In a reversal of the oppressive Taliban era, educated Afghan women are using the elections to the upcoming Loya Jirga, or grand tribal council, to press for their civil rights. Many are now seeking a greater political and social role in Afghanistan, whereas until a few months ago women were virtual non-people.
The new possibilities for Afghan women are evident in Ghaurian, a remote town in Afghanistan’s western desert close to the border with Iran. Ghaurian has no electricity, telephones, or running water. The town’s subsistence-level economy is based on rain-fed agriculture. Located about 60 miles from the western center of Heart, families in Ghaurian have little contact with the outside world. “People here are totally isolated but look at the enthusiasm and the participation, especially from the women,” says Abdul Rahimi, one of the 21 members of the Loya Jirga Commission (LJC) that was established by the United Nations last December. “It’s amazing, the Taliban era has disappeared overnight in so many areas.”

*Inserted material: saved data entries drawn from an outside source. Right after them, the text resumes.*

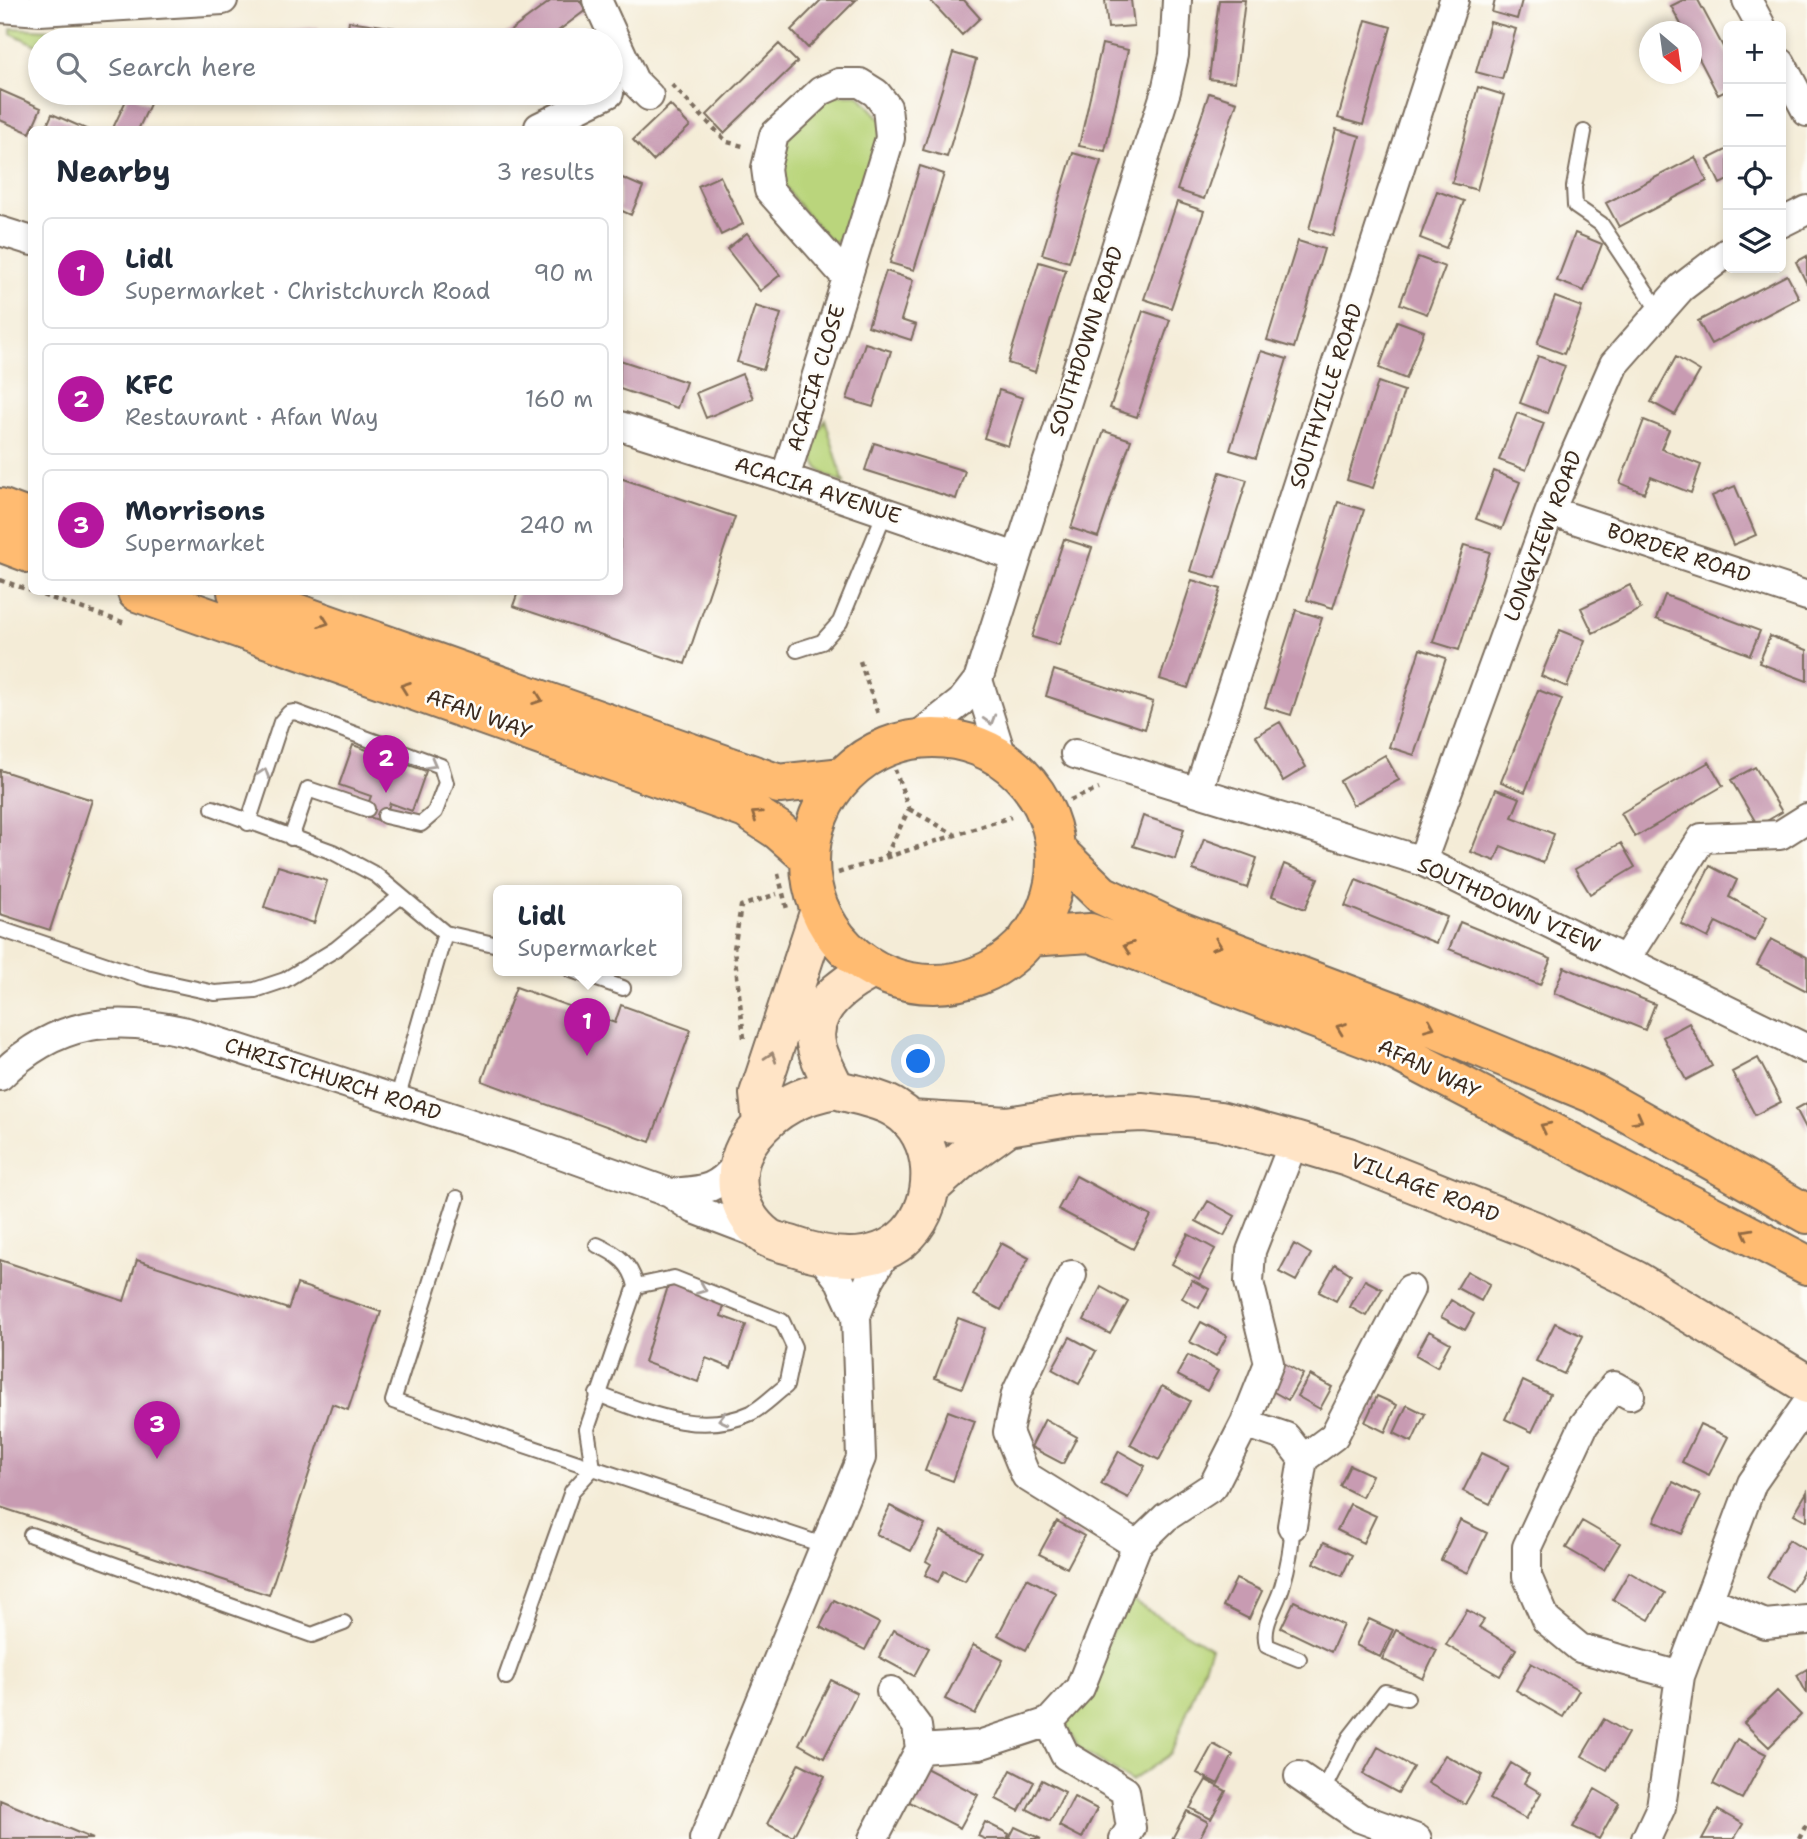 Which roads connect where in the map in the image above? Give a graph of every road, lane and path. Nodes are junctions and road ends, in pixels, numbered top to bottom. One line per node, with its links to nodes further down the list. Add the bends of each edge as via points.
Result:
1 (222, 0): 6 (street, via 40,11)
2 (597, 0): 8 (street)
3 (1177, 0): 31 (street, SOUTHDOWN ROAD, via 1174,55 1166,91)
4 (1454, 0): 46 (street, SOUTHVILLE ROAD)
5 (1747, 0): 7 (street)
6 (0, 8)
7 (1758, 21)
8 (606, 28)
9 (1786, 72): 12 (street)
10 (626, 90): 15 (path, via 669,82 727,142)
11 (591, 105): 13 (street)
12 (1807, 112)
13 (541, 126)
14 (1584, 132): 22 (lane, via 1575,206 1601,224)
15 (767, 152): 21 (street, ACACIA CLOSE, via 769,190); 21 (street, ACACIA CLOSE, via 774,135 792,115 821,91 839,83 860,83 887,107 890,138)
16 (1807, 210): 17 (street)
17 (1786, 220)
18 (0, 231): 19 (street)
19 (28, 240)
20 (1723, 257): 22 (street, LONGVIEW ROAD)
21 (847, 278): 24 (street, ACACIA CLOSE)
22 (1659, 311): 26 (street, LONGVIEW ROAD, via 1614,365)
23 (623, 427): 24 (street, ACACIA AVENUE)
24 (785, 478): 27 (street, ACACIA AVENUE)
25 (0, 508): 28 (main road)
26 (1550, 511): 36 (street, BORDER ROAD); 58 (street, LONGVIEW ROAD)
27 (885, 512): 31 (street, ACACIA AVENUE); 38 (lane, via 840,622 822,642)
28 (28, 518)
29 (0, 542): 30 (main road)
30 (28, 552)
31 (1016, 557): 40 (street, SOUTHDOWN ROAD)
32 (0, 580): 33 (path)
33 (28, 590)
34 (55, 595): 37 (path)
35 (245, 595): 45 (main road, AFAN WAY, one-way to 45, via 779,784)
36 (1807, 596)
37 (136, 609): 60 (main road, AFAN WAY, one-way to 37, via 746,809)
38 (797, 650)
39 (860, 661): 41 (path)
40 (978, 680): 43 (street, SOUTHDOWN ROAD); 44 (street, one-way to 44)
41 (879, 717)
42 (1075, 754): 46 (street, SOUTHDOWN VIEW)
43 (905, 755): 44 (main road, via 961,741); 45 (main road, via 888,747); 49 (path)
44 (1003, 760): 56 (main road, via 1039,799)
45 (843, 777): 60 (main road, via 825,801 814,829)
46 (1198, 792): 58 (street, SOUTHDOWN VIEW)
47 (214, 808): 53 (lane)
48 (367, 809): 55 (lane, via 308,789)
49 (909, 809): 54 (path); 57 (path)
50 (385, 816): 53 (lane, one-way to 50, via 281,722 295,712 441,766 446,783 430,819 421,824)
51 (1012, 817): 54 (path)
52 (1807, 818): 68 (street, via 1780,835 1702,838)
53 (248, 823): 55 (lane)
54 (955, 835): 57 (path)
55 (290, 838): 62 (lane, via 333,852 376,874)
56 (1055, 850): 66 (main road, via 1051,896); 85 (main road, AFAN WAY, one-way to 85, via 1102,895 1594,1094)
57 (885, 856): 60 (path)
58 (1422, 861): 68 (street, SOUTHDOWN VIEW)
59 (773, 864): 63 (path)
60 (824, 865): 63 (main road, via 812,885)
61 (777, 894): 72 (path, via 741,906 734,949 744,1039)
62 (401, 896): 64 (lane, via 336,949 285,980 255,990 215,993 146,978); 65 (lane)
63 (805, 916): 69 (main road); 72 (street)
64 (0, 929)
65 (445, 933): 67 (lane); 76 (lane)
66 (1029, 937): 69 (main road, via 1009,958 957,982 900,980); 90 (main road, AFAN WAY, one-way to 66, via 1384,1045 1090,933)
67 (493, 944)
68 (1625, 960): 73 (street, SOUTHDOWN VIEW)
69 (873, 969): 75 (street, via 849,981 821,1012 817,1047)
70 (588, 976): 71 (lane)
71 (622, 988)
72 (764, 1048): 78 (street, one-way to 72, via 759,1094)
73 (1807, 1049)
74 (0, 1076): 76 (street, CHRISTCHURCH ROAD, via 55,1038 79,1028 130,1021 187,1032)
75 (835, 1089): 77 (street, via 895,1107); 78 (street, via 784,1105)
76 (397, 1100): 83 (street, CHRISTCHURCH ROAD)
77 (911, 1120): 79 (street, VILLAGE ROAD); 82 (street, via 927,1153)
78 (762, 1123): 81 (street, via 744,1146)
79 (1008, 1126): 80 (street, VILLAGE ROAD, via 1076,1115 1143,1112 1220,1121); 82 (street, VILLAGE ROAD)
80 (1294, 1141): 95 (street, VILLAGE ROAD, via 1348,1157 1535,1231 1635,1280); 99 (street, via 1251,1251 1249,1282 1269,1363)
81 (737, 1165): 83 (street, CHRISTCHURCH ROAD, via 721,1183); 86 (street, via 740,1200)
82 (932, 1186): 88 (street, via 923,1216 906,1237)
83 (670, 1193): 86 (street, CHRISTCHURCH ROAD, via 694,1209)
84 (457, 1198): 101 (lane, via 393,1401)
85 (1807, 1214)
86 (768, 1237): 89 (street)
87 (597, 1245): 92 (lane, via 632,1269)
88 (888, 1249): 89 (street, via 863,1256); 94 (street, via 870,1279)
89 (820, 1255): 94 (street, via 840,1281)
90 (1807, 1265)
91 (1072, 1275): 105 (street, via 1016,1394 1008,1432 1026,1476)
92 (636, 1286): 96 (lane); 96 (lane, one-way to 96, via 674,1278 782,1321 794,1347 786,1386 751,1413 703,1424 665,1419)
93 (1410, 1289): 100 (street, via 1334,1436)
94 (856, 1317): 104 (street, via 861,1458)
95 (1807, 1384)
96 (597, 1394): 101 (lane, via 587,1429)
97 (1630, 1395): 110 (street, via 1614,1386 1584,1425 1527,1547 1527,1576 1546,1620 1580,1648)
98 (1807, 1404): 106 (street, via 1752,1483)
99 (1245, 1423): 100 (street, via 1286,1437); 105 (street, via 1213,1486 1166,1517)
100 (1303, 1459): 102 (street)
101 (593, 1468): 104 (lane); 111 (lane, via 572,1491)
102 (1292, 1526): 109 (lane, via 1282,1590 1264,1630 1268,1646)
103 (31, 1535): 108 (lane, via 312,1635)
104 (823, 1545): 118 (street)
105 (1137, 1545): 114 (street, via 1080,1688)
106 (1709, 1600): 107 (street, via 1765,1624); 110 (street)
107 (1807, 1620)
108 (344, 1623)
109 (1299, 1659)
110 (1680, 1676): 122 (street, via 1661,1807)
111 (506, 1677)
112 (891, 1692): 115 (street, via 918,1726)
113 (1407, 1698): 116 (lane, via 1385,1692)
114 (1049, 1722): 115 (street, via 979,1745); 120 (street, via 1065,1755 1125,1791 1131,1828)
115 (920, 1749): 119 (street)
116 (1311, 1784): 121 (street, via 1360,1818)
117 (1807, 1824): 123 (path)
118 (704, 1839)
119 (873, 1839)
120 (1124, 1839)
121 (1417, 1839)
122 (1646, 1839)
123 (1799, 1839)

Recently a group of female schoolteachers walked into the town’s main mosque where some 800 men were meeting to choose their delegates to the first phase of the elections. “You have 56 delegate seats and we have only 4 seats, but we want 4 more–so either the LJC gives us the extra seats or you yield us the seats from your own list,” they told the men. Hundreds of illiterate peasant women backed the teachers’ demands.
The few educated women of Ghaurian were galvanized in late March when schools reopened for the first time since the Taliban shut them down in 1995. About 1,700 children who have only 400 books between them now study in morning and evening shifts. The majority of their teachers are women. “We ran underground schools in our homes during the Taliban era and kept hope alive,” said Simi Samadi, the deputy principle of the school. “We know now that [Afghan interim government head] Hamid Karzai has called for women’s full participation in national life,” she added.
But the elections have brought women together for the first time in a structured assembly with a specific task to perform. In Ghaurian, as in other towns, the meetings to choose the candidates are segregated, but for the first time women can discuss amongst themselves and with men political issues, urgent developmental needs, and their demands from the Loya Jirga.
“We need a kindergarten so that women can leave their children there and work,” says Najiba Jami, a 25-year-old teacher. “There is no sanitation, no electricity, we need basic infrastructure,” said Parema Abbasi, also a 25-year-old teacher. Samadi spoke of a need for “English courses and computer classes.” The women erupted in laughter when Ojara Naquib, 30 and unmarried, said she would look for a husband if she were elected to the Loya Jirga.
In the first stage of the elections, towns and villages are choosing 16,000 delegates to represent over 400 districts. So far 100 district assemblies have been organized by the LJC and 4,600 delegates chosen. In the second stage at the end of May, these district assemblies will be whittled down to some 1,050 people who will represent the country’s 32 provinces. The LJC will select another 500 people to represent women, technocrats, refugees in Pakistan and Iran, nomads, and Afghans in exile in the West. At least 150 of the 1,501 representatives will be women, but Rahimi says that, given the response, women may number more than the stipulated 10 percent.
However, in many areas the elections face huge problems. In some regions, local warlords are trying to nominate their own candidates. Ethnic strife and poor security also are creating difficulties, especially in eastern Afghanistan, where U.S. troops are still trying to mop up the remnants of al Qaeda and warlordism is rampant. In areas where elections cannot be held, the LJC has the authority to select candidates.
In more cosmopolitan cities like Kabul women are already working as doctors, journalists, and in many fields of humanitarian and development aid. At least 50,000 women have gone back to work as teachers and tens of thousands more as health workers. But without the elections it would have taken years for rural women, cut off from political events and social changes, to take the same steps.
So far none of the women in Ghaurian have taken off their burkas, the all-enveloping veil ordered by the Taliban, although among themselves and in front of LJC officials and journalists they happily bare their faces. But that does not stop them debating the future of dress codes. “We discuss this all the time, what fashion to follow or to create our own, but whatever we decide it has to be a step by step approach and we cannot just throw off the veil in one go,” said Parema Abbasi.